第三話 心臓と情熱(3)
トロイは馬上からアツシを見下ろして淡々と云う。
「俺のマイティ・ブレイブの代償は血だが、マイティ・ブレイブは勇者の命綱だからこれについてはずっと以前にあらゆる角度から十分な検証をした。それで判ったことは、まず人間以外の血は代償として使えない。そして現に流血を伴う新鮮な血であればあるほど、少量で大質量かつ長距離を転移できる。流されてから時間が経てば経つほど必要な血液量が増大していき、三日がリミットだ。それ以上の日にちが経った古い血では代償として機能しない。また凝固しているかどうかは関係なく――」
「そんなことはどうでもいい!」
アツシはハリーの手を振り払うと、トロイを親の仇であるかのように睨みつけた。
「なぜレナなんだ!」
するとそれには、トロイではなくレナが云った。
「今回の壁外遠征はアツシ様のマイティ・ブレイブの覚醒が目的だからです。私の勇者様のために他の勇者様が身を擲って下さる。それなのに他の誰かの心臓を使えとおっしゃるのですか。ありえません。これはアツシ様の従者である私の務めです」
アツシは咄嗟に返す言葉が見つからず、ほとんど恐怖してレナを見た。レナは竦むような気持ちで立っている。
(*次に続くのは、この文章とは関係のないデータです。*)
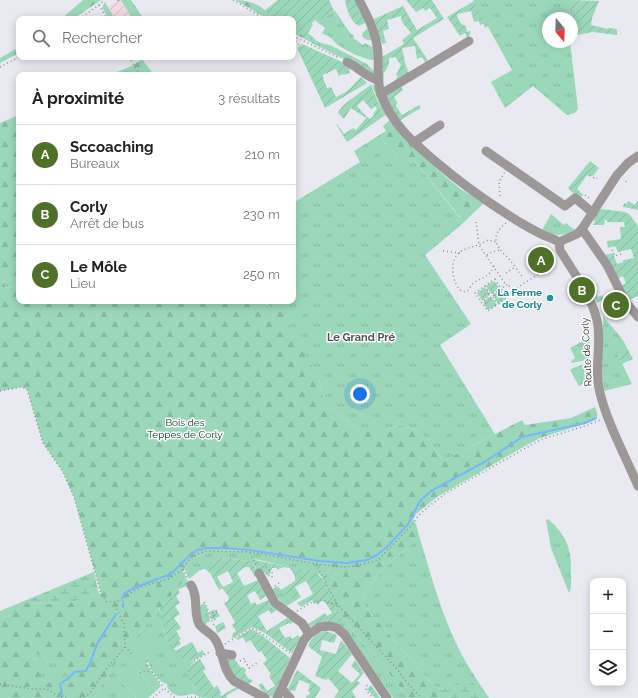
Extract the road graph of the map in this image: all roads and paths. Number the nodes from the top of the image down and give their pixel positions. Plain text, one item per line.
1 (104, 0) edge
2 (233, 0) edge
3 (359, 0) edge
4 (99, 5) junction
5 (83, 16) edge
6 (105, 16) edge
7 (260, 16) edge
8 (296, 38) edge
9 (296, 41) edge
10 (469, 41) dead end
11 (300, 46) dead end
12 (16, 59) edge
13 (131, 60) edge
14 (347, 62) joint
15 (0, 67) edge
16 (138, 72) edge
17 (378, 80) junction
18 (381, 94) junction
19 (440, 125) dead end
20 (413, 143) junction
21 (486, 151) dead end
22 (638, 156) edge
23 (508, 167) junction
24 (590, 174) dead end
25 (597, 178) dead end
26 (585, 195) dead end
27 (500, 196) dead end
28 (590, 199) dead end
29 (592, 213) junction
30 (476, 222) dead end
31 (508, 222) dead end
32 (582, 229) junction
33 (496, 242) junction
34 (559, 242) junction
35 (479, 244) junction
36 (500, 250) junction
37 (612, 250) dead end
38 (443, 251) dead end
39 (460, 253) junction
40 (621, 254) dead end
41 (487, 256) junction
42 (554, 264) dead end
43 (494, 266) junction
44 (515, 267) junction
45 (506, 273) dead end
46 (522, 276) dead end
47 (506, 285) junction
48 (485, 286) junction
49 (501, 289) junction
50 (490, 294) junction
51 (493, 294) junction
52 (490, 297) junction
53 (493, 297) junction
54 (483, 301) junction
55 (481, 303) dead end
56 (498, 305) junction
57 (638, 317) edge
58 (0, 391) edge
59 (602, 419) dead end
60 (638, 486) edge
61 (250, 552) junction
62 (316, 564) junction
63 (266, 567) dead end
64 (182, 568) junction
65 (259, 573) joint
66 (272, 578) dead end
67 (191, 585) joint
68 (204, 601) dead end
69 (116, 602) junction
70 (336, 602) junction
71 (217, 611) dead end
72 (290, 615) junction
73 (215, 620) dead end
74 (214, 625) dead end
75 (309, 634) junction
76 (125, 646) junction
77 (219, 650) junction
78 (133, 655) dead end
79 (232, 655) dead end
80 (246, 657) dead end
81 (296, 658) junction
82 (147, 661) dead end
83 (194, 661) dead end
84 (240, 661) dead end
85 (245, 661) dead end
86 (257, 663) dead end
87 (152, 672) junction
88 (140, 673) dead end
89 (0, 684) edge
90 (367, 685) dead end
91 (164, 688) junction
92 (282, 688) junction
93 (67, 698) edge
94 (80, 698) edge
95 (153, 698) edge
96 (175, 698) edge
97 (187, 698) edge
98 (200, 698) edge
99 (265, 698) edge
100 (277, 698) edge
101 (290, 698) edge
102 (373, 698) edge
103 (387, 698) edge
104 (421, 698) edge

1 - 4 path
2 - 7 path
3 - 17 street
4 - 5 path
4 - 6 path
8 - 14 path
9 - 11 path
10 - 18 street
12 - 15 path
13 - 16 path
14 - 17 street
17 - 18 street
18 - 20 street
19 - 20 street
20 - 34 street
21 - 23 street
22 - 29 street
23 - 27 path
23 - 29 street
24 - 25 path
26 - 28 path
29 - 32 street
30 - 35 path
31 - 33 path
32 - 34 street
32 - 57 street
33 - 35 path
33 - 36 path
34 - 60 street, Route de Corly
35 - 39 path
35 - 41 path
36 - 41 path
36 - 44 path
37 - 40 path
38 - 39 path
39 - 43 path
41 - 43 path
42 - 47 path
43 - 47 path
44 - 45 path
44 - 46 path
47 - 49 path
48 - 49 path
48 - 50 path
48 - 54 path
49 - 51 path
49 - 56 path
50 - 51 path
50 - 52 path
51 - 53 path
52 - 53 path
52 - 54 path
53 - 56 path
54 - 55 path
54 - 56 path
58 - 69 path
59 - 62 path
61 - 62 path
61 - 64 path
61 - 65 path
62 - 70 path
63 - 66 path
64 - 67 path
64 - 69 path
65 - 72 street
67 - 77 street
68 - 74 path
69 - 76 path
70 - 72 path
70 - 104 path
71 - 73 path
72 - 75 street
75 - 81 street
75 - 103 street
76 - 78 path
76 - 94 path
77 - 79 street
77 - 81 path
77 - 83 path
77 - 99 street
80 - 84 path
81 - 92 street
82 - 87 path
85 - 86 path
87 - 88 path
87 - 91 path
89 - 93 path
90 - 102 path
91 - 95 path
91 - 96 path
92 - 100 street
92 - 101 street
97 - 98 path

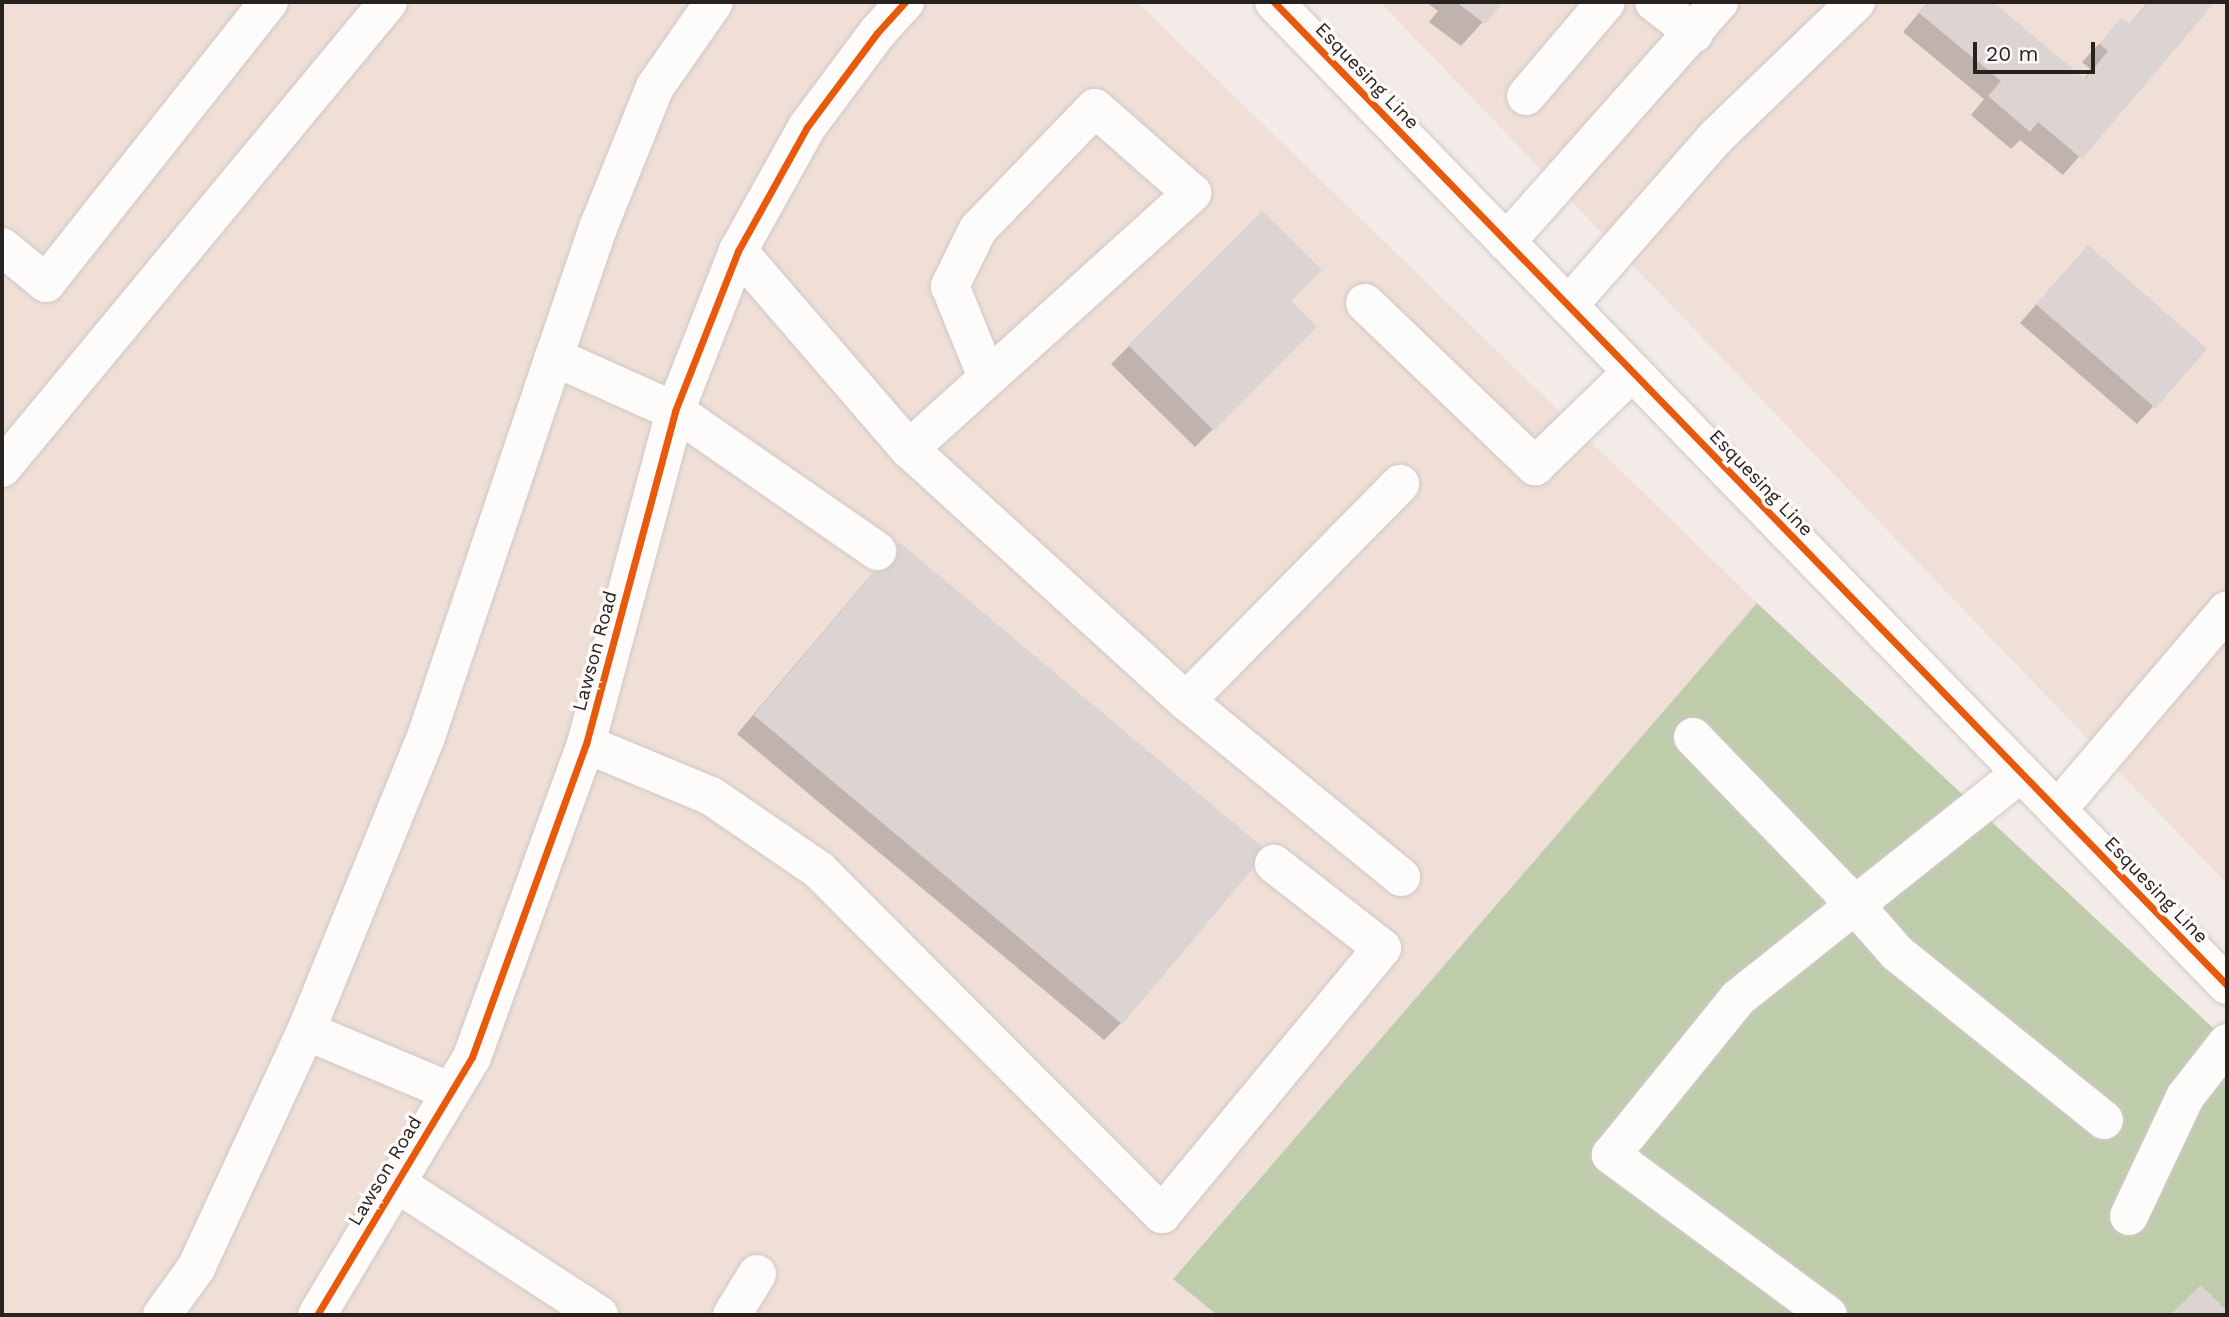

元よりアツシに心を読む術などないのだが、それは顔を見ただけでわかった。それなのに、なぜなのか。
「君だって、怖いんだろう」
「はい。でも、使命ですから」
なにが使命か。これは本当に命を懸けるほどのことなのか。アツシがそんな想いを燻らせながら無言でレナと見つめ合っていると、そんな二人を気の毒がったのか、周りを囲んでいた勇者の一人が励ますように云った。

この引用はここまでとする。